• _YOUR GOAL_:
Each record is to be printed again precisely as it reads.

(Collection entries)

___

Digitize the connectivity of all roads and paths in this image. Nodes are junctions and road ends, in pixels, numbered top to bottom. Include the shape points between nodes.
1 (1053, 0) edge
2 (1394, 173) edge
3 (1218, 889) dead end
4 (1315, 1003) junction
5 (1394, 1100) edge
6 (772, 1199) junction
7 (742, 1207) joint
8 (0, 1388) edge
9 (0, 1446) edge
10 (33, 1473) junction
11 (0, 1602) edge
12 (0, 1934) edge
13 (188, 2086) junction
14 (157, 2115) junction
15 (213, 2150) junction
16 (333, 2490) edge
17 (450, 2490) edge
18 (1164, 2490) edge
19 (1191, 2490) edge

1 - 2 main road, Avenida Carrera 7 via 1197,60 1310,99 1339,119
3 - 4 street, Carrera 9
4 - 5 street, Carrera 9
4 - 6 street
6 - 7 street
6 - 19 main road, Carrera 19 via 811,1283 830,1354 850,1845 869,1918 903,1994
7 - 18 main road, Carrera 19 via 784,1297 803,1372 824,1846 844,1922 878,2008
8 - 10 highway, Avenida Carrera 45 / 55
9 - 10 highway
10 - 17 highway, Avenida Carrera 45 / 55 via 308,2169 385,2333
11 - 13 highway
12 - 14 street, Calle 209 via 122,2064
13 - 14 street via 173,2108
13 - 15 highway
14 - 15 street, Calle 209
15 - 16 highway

___

• _SOLUTION TO THIS PROBLEM_:
Digitize the connectivity of all roads and paths in this image. Nodes are junctions and road ends, in pixels, numbered top to bottom. Include the shape points between nodes.
1 (1053, 0) edge
2 (1394, 173) edge
3 (1218, 889) dead end
4 (1315, 1003) junction
5 (1394, 1100) edge
6 (772, 1199) junction
7 (742, 1207) joint
8 (0, 1388) edge
9 (0, 1446) edge
10 (33, 1473) junction
11 (0, 1602) edge
12 (0, 1934) edge
13 (188, 2086) junction
14 (157, 2115) junction
15 (213, 2150) junction
16 (333, 2490) edge
17 (450, 2490) edge
18 (1164, 2490) edge
19 (1191, 2490) edge

1 - 2 main road, Avenida Carrera 7 via 1197,60 1310,99 1339,119
3 - 4 street, Carrera 9
4 - 5 street, Carrera 9
4 - 6 street
6 - 7 street
6 - 19 main road, Carrera 19 via 811,1283 830,1354 850,1845 869,1918 903,1994
7 - 18 main road, Carrera 19 via 784,1297 803,1372 824,1846 844,1922 878,2008
8 - 10 highway, Avenida Carrera 45 / 55
9 - 10 highway
10 - 17 highway, Avenida Carrera 45 / 55 via 308,2169 385,2333
11 - 13 highway
12 - 14 street, Calle 209 via 122,2064
13 - 14 street via 173,2108
13 - 15 highway
14 - 15 street, Calle 209
15 - 16 highway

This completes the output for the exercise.